━━━ SUPPLIED DATA
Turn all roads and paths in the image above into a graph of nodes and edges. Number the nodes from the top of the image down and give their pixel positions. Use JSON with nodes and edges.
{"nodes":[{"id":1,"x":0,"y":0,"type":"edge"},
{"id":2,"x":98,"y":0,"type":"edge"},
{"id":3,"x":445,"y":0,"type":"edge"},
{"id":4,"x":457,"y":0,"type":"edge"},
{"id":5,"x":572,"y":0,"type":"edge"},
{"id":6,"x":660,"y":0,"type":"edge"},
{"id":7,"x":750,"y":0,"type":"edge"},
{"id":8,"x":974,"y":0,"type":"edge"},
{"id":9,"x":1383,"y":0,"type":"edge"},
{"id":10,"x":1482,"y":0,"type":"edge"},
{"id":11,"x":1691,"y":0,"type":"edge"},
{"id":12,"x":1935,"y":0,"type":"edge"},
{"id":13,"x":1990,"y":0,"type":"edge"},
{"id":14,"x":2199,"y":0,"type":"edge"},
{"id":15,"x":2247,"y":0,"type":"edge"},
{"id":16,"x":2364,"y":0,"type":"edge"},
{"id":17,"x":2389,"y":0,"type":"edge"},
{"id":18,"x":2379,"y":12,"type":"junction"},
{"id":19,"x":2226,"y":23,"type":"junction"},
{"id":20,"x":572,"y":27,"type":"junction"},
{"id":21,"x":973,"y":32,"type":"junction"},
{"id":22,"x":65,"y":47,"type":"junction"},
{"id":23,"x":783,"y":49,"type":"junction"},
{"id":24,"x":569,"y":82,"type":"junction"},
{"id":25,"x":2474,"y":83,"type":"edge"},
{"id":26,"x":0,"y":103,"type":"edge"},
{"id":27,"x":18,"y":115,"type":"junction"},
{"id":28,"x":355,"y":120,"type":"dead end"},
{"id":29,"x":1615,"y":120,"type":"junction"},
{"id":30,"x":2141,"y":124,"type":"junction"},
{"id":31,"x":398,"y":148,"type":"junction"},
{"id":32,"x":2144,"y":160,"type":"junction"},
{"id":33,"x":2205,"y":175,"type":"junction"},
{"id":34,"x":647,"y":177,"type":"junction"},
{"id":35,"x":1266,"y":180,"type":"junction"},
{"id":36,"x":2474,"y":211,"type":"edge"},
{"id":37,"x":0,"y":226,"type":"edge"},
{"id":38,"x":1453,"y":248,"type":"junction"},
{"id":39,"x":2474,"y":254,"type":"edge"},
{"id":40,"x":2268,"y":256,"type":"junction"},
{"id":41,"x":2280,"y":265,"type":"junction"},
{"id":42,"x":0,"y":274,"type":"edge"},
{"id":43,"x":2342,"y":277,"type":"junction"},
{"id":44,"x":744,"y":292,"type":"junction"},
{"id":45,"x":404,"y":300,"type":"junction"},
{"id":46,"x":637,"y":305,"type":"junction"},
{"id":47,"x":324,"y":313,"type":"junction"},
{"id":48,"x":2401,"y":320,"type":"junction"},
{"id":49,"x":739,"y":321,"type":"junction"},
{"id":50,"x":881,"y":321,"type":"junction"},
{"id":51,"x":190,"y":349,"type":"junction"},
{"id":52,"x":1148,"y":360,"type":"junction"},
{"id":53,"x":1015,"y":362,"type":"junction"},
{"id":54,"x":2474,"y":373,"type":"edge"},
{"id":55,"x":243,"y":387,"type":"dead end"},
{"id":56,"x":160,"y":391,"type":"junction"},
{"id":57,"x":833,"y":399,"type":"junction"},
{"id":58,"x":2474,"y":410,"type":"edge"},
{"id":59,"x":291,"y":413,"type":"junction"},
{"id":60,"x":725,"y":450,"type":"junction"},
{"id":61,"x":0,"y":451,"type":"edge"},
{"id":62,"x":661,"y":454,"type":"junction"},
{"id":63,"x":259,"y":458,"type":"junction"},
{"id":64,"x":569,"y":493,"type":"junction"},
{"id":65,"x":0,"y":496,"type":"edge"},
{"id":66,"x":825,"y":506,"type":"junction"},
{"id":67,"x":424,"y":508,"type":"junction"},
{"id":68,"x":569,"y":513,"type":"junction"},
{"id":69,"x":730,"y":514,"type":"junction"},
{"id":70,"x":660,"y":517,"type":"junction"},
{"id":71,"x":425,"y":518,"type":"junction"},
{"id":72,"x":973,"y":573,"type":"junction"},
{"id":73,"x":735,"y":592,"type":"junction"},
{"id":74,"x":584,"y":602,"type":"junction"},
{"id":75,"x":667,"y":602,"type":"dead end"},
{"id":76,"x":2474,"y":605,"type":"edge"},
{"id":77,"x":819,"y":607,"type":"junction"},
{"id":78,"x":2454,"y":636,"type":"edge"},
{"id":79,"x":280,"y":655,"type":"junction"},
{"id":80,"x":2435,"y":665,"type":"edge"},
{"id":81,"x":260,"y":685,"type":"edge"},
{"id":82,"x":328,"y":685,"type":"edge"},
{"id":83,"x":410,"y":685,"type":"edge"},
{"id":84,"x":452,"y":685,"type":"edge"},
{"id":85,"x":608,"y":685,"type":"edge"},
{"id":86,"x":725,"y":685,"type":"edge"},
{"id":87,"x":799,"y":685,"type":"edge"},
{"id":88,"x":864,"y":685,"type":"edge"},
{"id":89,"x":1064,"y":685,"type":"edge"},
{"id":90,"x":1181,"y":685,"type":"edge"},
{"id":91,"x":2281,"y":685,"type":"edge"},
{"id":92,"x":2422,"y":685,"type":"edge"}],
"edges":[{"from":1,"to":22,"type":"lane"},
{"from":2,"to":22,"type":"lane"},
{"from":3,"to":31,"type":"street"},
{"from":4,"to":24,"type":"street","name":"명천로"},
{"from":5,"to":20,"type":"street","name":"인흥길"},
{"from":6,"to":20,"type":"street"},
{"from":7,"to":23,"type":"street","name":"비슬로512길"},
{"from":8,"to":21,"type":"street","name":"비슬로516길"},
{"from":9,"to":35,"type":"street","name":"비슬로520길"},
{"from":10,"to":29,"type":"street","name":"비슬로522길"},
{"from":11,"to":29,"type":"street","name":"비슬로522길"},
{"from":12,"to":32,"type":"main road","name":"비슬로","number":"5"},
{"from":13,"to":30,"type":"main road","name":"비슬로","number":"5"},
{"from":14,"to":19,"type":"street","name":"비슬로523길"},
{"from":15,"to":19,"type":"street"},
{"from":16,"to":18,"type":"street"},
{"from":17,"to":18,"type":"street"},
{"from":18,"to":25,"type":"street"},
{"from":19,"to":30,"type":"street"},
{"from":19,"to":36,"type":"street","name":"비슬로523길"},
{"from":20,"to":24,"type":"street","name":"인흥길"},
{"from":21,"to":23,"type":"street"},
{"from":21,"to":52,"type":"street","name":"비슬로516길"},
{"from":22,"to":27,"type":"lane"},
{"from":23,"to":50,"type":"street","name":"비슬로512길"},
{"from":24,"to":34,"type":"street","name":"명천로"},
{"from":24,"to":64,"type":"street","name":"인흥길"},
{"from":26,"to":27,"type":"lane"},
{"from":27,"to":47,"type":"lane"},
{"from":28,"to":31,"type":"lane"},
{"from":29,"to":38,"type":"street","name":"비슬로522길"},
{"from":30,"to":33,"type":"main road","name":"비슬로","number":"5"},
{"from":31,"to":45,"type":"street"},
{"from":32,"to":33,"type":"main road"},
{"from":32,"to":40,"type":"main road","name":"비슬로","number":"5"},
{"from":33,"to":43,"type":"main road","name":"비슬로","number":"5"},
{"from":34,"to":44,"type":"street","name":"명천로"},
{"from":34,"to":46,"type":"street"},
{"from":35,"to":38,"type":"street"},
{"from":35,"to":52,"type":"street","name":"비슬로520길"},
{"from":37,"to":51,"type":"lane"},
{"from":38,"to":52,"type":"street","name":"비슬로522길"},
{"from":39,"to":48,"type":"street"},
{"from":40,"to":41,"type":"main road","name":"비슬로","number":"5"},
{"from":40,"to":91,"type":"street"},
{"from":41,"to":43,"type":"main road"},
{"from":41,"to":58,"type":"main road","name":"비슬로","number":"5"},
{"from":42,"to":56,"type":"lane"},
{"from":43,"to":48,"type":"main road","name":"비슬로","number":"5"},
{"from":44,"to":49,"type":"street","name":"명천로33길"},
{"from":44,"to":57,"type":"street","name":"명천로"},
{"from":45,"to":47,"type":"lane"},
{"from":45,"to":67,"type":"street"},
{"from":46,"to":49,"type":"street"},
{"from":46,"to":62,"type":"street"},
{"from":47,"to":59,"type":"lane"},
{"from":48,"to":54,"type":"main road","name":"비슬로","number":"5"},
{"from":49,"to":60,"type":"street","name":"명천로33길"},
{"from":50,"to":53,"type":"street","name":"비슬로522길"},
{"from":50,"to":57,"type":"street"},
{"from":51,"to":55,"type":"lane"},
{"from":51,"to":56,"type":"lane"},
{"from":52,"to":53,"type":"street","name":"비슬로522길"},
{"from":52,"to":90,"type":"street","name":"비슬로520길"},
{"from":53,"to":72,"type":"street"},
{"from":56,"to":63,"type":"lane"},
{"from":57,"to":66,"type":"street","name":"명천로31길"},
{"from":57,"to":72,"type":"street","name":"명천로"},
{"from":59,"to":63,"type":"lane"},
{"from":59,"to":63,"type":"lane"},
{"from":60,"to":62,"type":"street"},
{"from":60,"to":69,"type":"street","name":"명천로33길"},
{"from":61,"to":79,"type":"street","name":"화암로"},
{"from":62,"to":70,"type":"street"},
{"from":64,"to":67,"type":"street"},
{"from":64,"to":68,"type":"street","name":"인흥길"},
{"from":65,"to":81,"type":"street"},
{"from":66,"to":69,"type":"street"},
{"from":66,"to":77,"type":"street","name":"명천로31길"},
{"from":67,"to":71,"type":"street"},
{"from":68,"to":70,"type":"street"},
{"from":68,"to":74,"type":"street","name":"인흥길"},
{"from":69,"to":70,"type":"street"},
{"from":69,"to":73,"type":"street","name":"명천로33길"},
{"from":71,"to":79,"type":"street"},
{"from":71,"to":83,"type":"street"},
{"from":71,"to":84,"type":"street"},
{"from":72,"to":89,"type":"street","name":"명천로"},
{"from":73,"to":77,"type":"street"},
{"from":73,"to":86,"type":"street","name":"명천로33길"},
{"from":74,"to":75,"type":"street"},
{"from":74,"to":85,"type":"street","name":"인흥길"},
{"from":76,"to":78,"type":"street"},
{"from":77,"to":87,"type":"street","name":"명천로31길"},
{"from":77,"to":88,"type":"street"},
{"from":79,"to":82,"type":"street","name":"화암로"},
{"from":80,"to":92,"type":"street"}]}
━━━━━━
- **WHAT IS BEING ASKED**:
Every line in the data that holds the string "main" should be copied.

- **OUTPUT FOR THIS EXERCISE**:
{"from":12,"to":32,"type":"main road","name":"비슬로","number":"5"},
{"from":13,"to":30,"type":"main road","name":"비슬로","number":"5"},
{"from":30,"to":33,"type":"main road","name":"비슬로","number":"5"},
{"from":32,"to":33,"type":"main road"},
{"from":32,"to":40,"type":"main road","name":"비슬로","number":"5"},
{"from":33,"to":43,"type":"main road","name":"비슬로","number":"5"},
{"from":40,"to":41,"type":"main road","name":"비슬로","number":"5"},
{"from":41,"to":43,"type":"main road"},
{"from":41,"to":58,"type":"main road","name":"비슬로","number":"5"},
{"from":43,"to":48,"type":"main road","name":"비슬로","number":"5"},
{"from":48,"to":54,"type":"main road","name":"비슬로","number":"5"},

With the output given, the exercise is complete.